Would you transcribe the listing exactly as it stands, minus any images?

- _Entries provided_:
================================

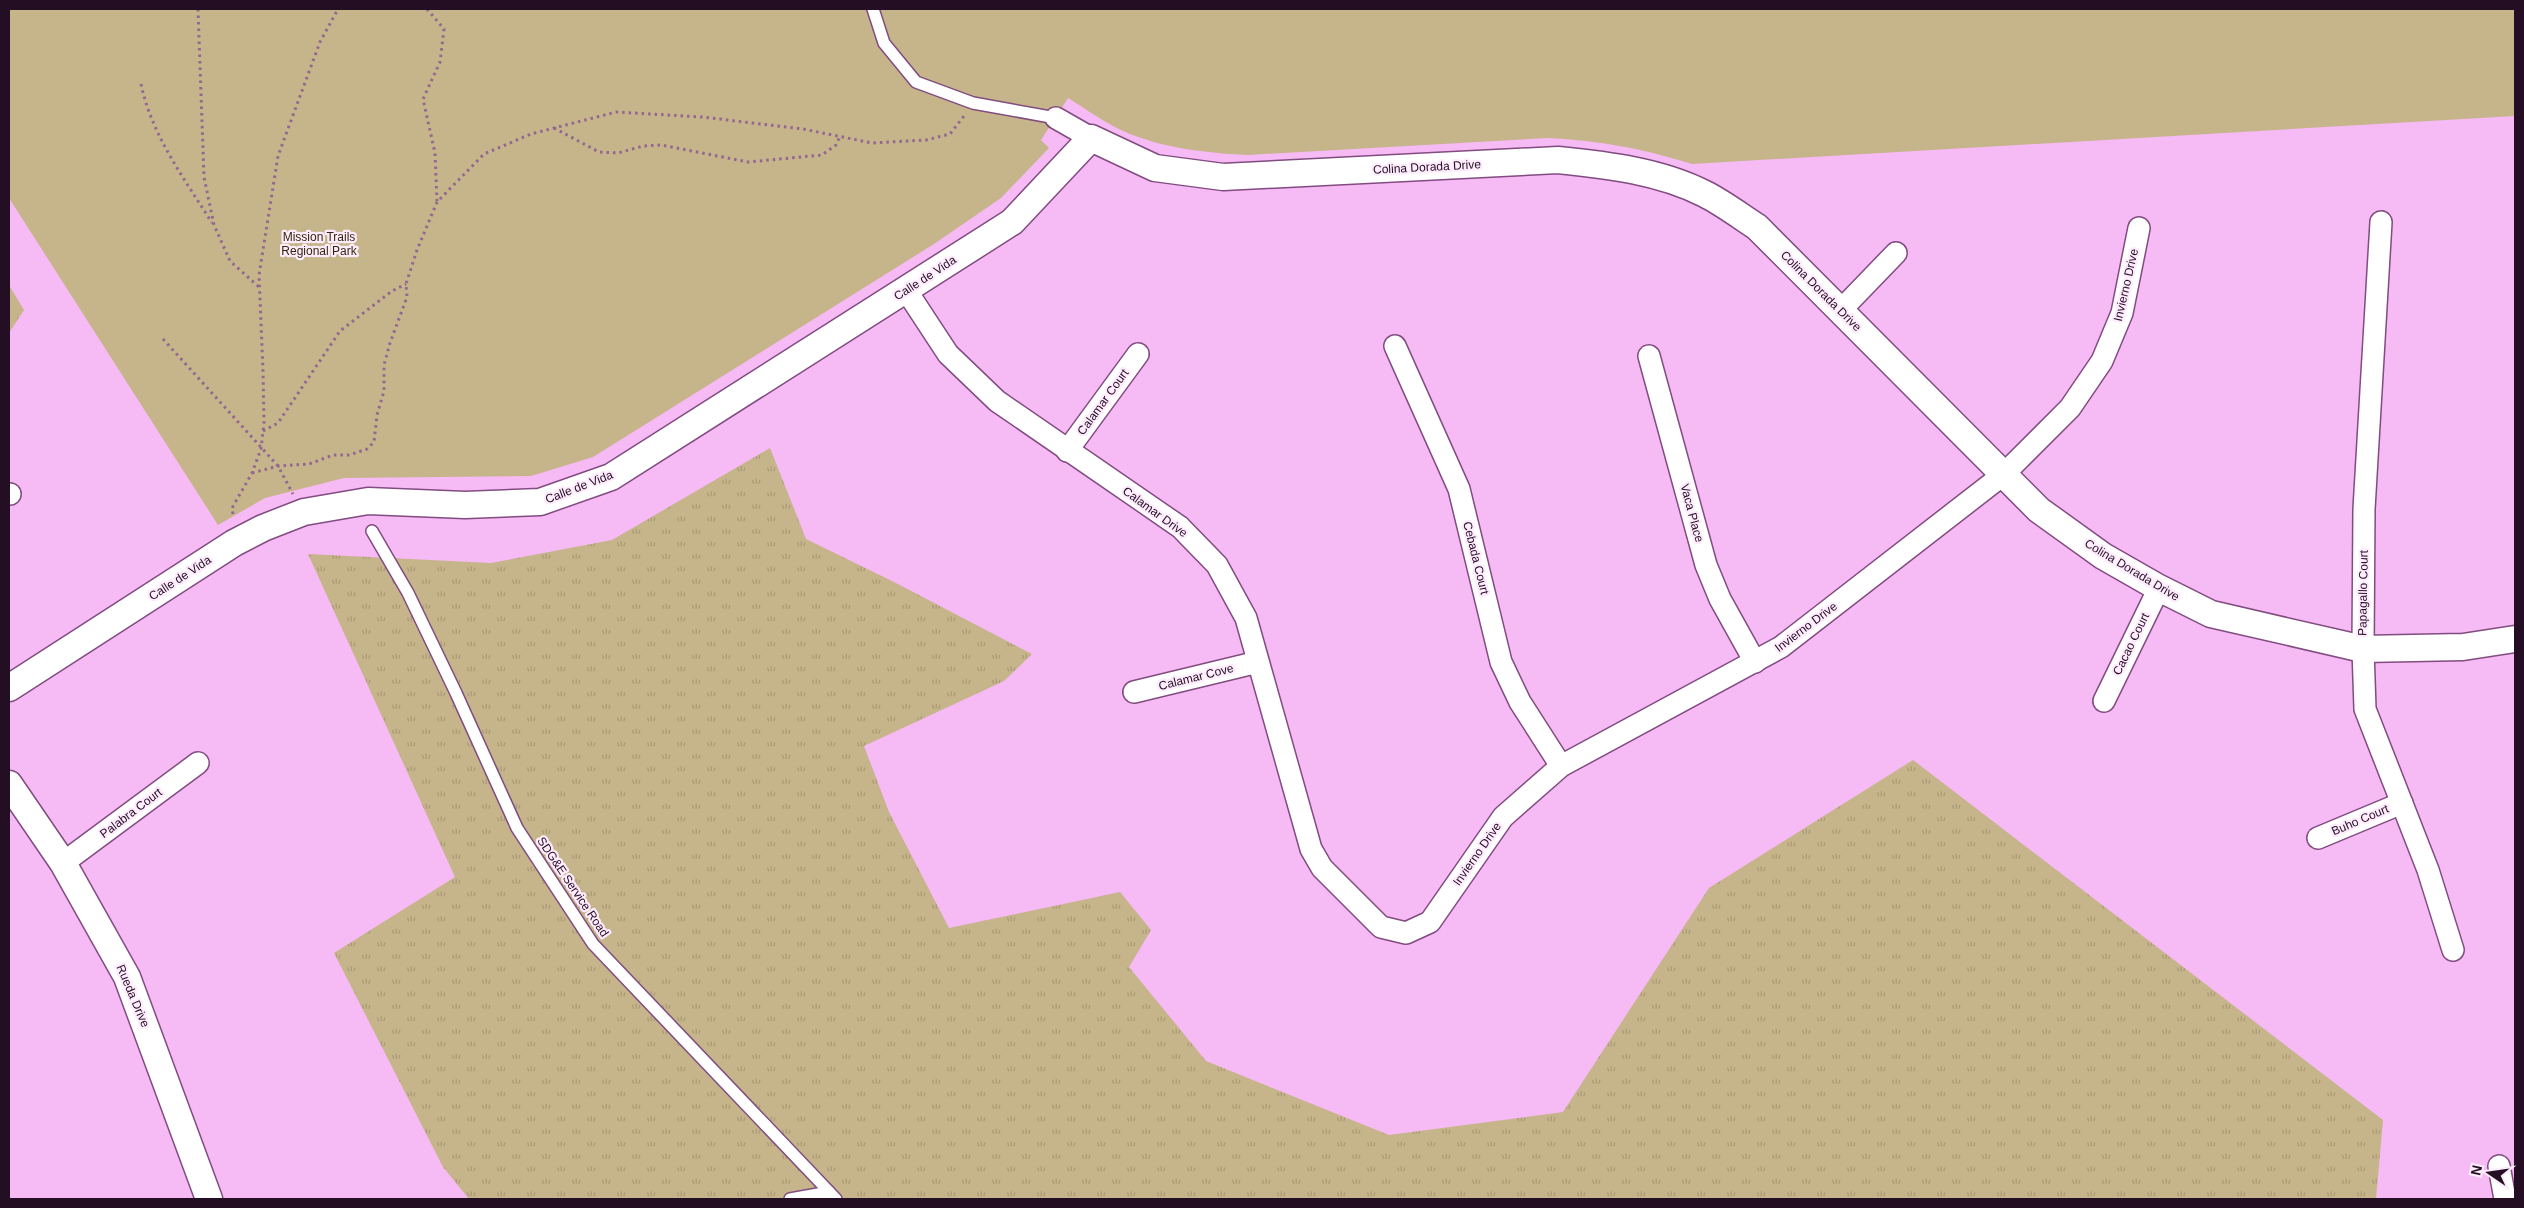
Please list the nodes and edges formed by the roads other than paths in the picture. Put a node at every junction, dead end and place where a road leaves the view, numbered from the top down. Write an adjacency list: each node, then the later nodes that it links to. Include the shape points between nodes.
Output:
1 (874, 9): 2 (lane, via 884,43 916,82 973,103)
2 (1056, 118): 3 (street, Colina Dorada Drive)
3 (1091, 138): 7 (street, Calle de Vida, via 1012,222); 8 (street, Colina Dorada Drive, via 1155,168 1223,177 1558,160 1628,170 1674,181 1705,194 1758,227)
4 (2381, 222): 17 (street, Papagallo Court, via 2364,510)
5 (2139, 228): 13 (street, Invierno Drive, via 2122,313 2102,361 2070,408)
6 (1896, 253): 8 (street)
7 (906, 290): 12 (street, Calamar Drive, via 948,354 997,401); 20 (street, Calle de Vida, via 611,477 540,502 465,505 368,501 304,512 234,543)
8 (1840, 311): 13 (street, Colina Dorada Drive)
9 (1395, 346): 24 (street, Cebada Court, via 1459,489 1501,662 1520,702)
10 (1138, 354): 12 (street, Calamar Court)
11 (1649, 356): 19 (street, Vaca Place, via 1706,565 1720,600)
12 (1067, 451): 18 (street, Calamar Drive, via 1180,527 1217,565 1246,618)
13 (2004, 474): 15 (street, Colina Dorada Drive, via 2039,510 2103,556); 19 (street, Invierno Drive, via 1781,647)
14 (372, 531): 32 (lane, SDG&E Service Road, via 408,593 517,828 593,944)
15 (2159, 588): 17 (street, Colina Dorada Drive, via 2211,614); 22 (street, Cacao Court)
16 (2515, 639): 17 (street, Colina Dorada Drive, via 2462,647)
17 (2363, 649): 26 (street, Papagallo Court, via 2365,709)
18 (1258, 662): 21 (street, Calamar Cove); 29 (street, Calamar Drive, via 1311,848 1322,868)
19 (1755, 662): 24 (street, Invierno Drive)
20 (9, 688)
21 (1134, 692)
22 (2104, 701)
23 (198, 763): 28 (street, Palabra Court)
24 (1561, 766): 29 (street, Invierno Drive, via 1503,817 1430,922 1406,933)
25 (9, 784): 28 (street, Rueda Drive)
26 (2402, 803): 27 (street, Buho Court); 30 (street, Papagallo Court, via 2428,870)
27 (2318, 838)
28 (63, 863): 33 (street, Rueda Drive, via 127,977)
29 (1381, 928)
30 (2453, 950)
31 (2499, 1166): 35 (street)
32 (833, 1196): 34 (lane)
33 (209, 1199)
34 (790, 1199)
35 (2505, 1199)

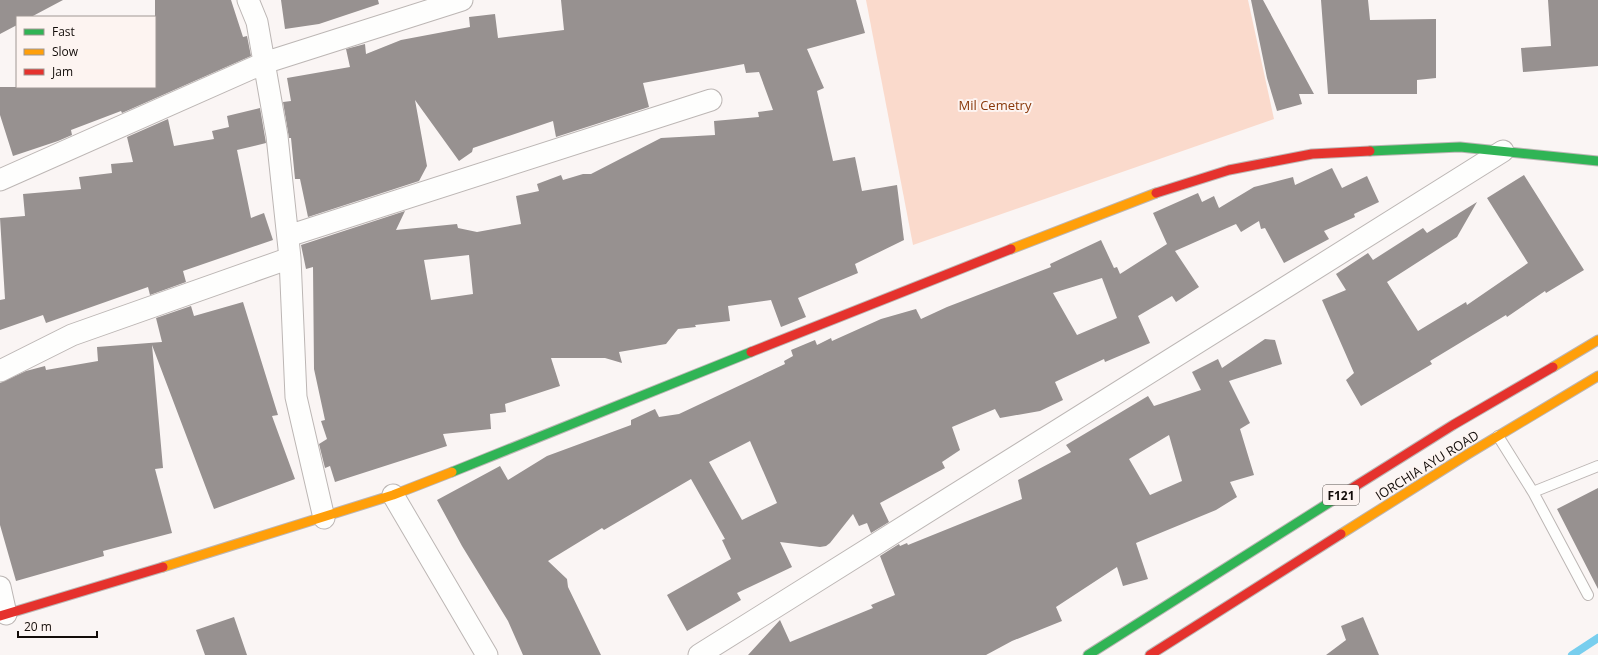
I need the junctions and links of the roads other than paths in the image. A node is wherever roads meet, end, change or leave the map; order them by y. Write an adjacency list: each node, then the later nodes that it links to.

================================

- _Solution to this task_:
Please list the nodes and edges formed by the roads other than paths in the picture. Put a node at every junction, dead end and place where a road leaves the view, numbered from the top down. Write an adjacency list: each node, then the later nodes that it links to. Include the shape points between nodes.
Output:
1 (874, 9): 2 (lane, via 884,43 916,82 973,103)
2 (1056, 118): 3 (street, Colina Dorada Drive)
3 (1091, 138): 7 (street, Calle de Vida, via 1012,222); 8 (street, Colina Dorada Drive, via 1155,168 1223,177 1558,160 1628,170 1674,181 1705,194 1758,227)
4 (2381, 222): 17 (street, Papagallo Court, via 2364,510)
5 (2139, 228): 13 (street, Invierno Drive, via 2122,313 2102,361 2070,408)
6 (1896, 253): 8 (street)
7 (906, 290): 12 (street, Calamar Drive, via 948,354 997,401); 20 (street, Calle de Vida, via 611,477 540,502 465,505 368,501 304,512 234,543)
8 (1840, 311): 13 (street, Colina Dorada Drive)
9 (1395, 346): 24 (street, Cebada Court, via 1459,489 1501,662 1520,702)
10 (1138, 354): 12 (street, Calamar Court)
11 (1649, 356): 19 (street, Vaca Place, via 1706,565 1720,600)
12 (1067, 451): 18 (street, Calamar Drive, via 1180,527 1217,565 1246,618)
13 (2004, 474): 15 (street, Colina Dorada Drive, via 2039,510 2103,556); 19 (street, Invierno Drive, via 1781,647)
14 (372, 531): 32 (lane, SDG&E Service Road, via 408,593 517,828 593,944)
15 (2159, 588): 17 (street, Colina Dorada Drive, via 2211,614); 22 (street, Cacao Court)
16 (2515, 639): 17 (street, Colina Dorada Drive, via 2462,647)
17 (2363, 649): 26 (street, Papagallo Court, via 2365,709)
18 (1258, 662): 21 (street, Calamar Cove); 29 (street, Calamar Drive, via 1311,848 1322,868)
19 (1755, 662): 24 (street, Invierno Drive)
20 (9, 688)
21 (1134, 692)
22 (2104, 701)
23 (198, 763): 28 (street, Palabra Court)
24 (1561, 766): 29 (street, Invierno Drive, via 1503,817 1430,922 1406,933)
25 (9, 784): 28 (street, Rueda Drive)
26 (2402, 803): 27 (street, Buho Court); 30 (street, Papagallo Court, via 2428,870)
27 (2318, 838)
28 (63, 863): 33 (street, Rueda Drive, via 127,977)
29 (1381, 928)
30 (2453, 950)
31 (2499, 1166): 35 (street)
32 (833, 1196): 34 (lane)
33 (209, 1199)
34 (790, 1199)
35 (2505, 1199)

I need the junctions and links of the roads other than paths in the image. A node is wherever roads meet, end, change or leave the map; order them by y. Write an adjacency list: each node, then the later nodes that it links to.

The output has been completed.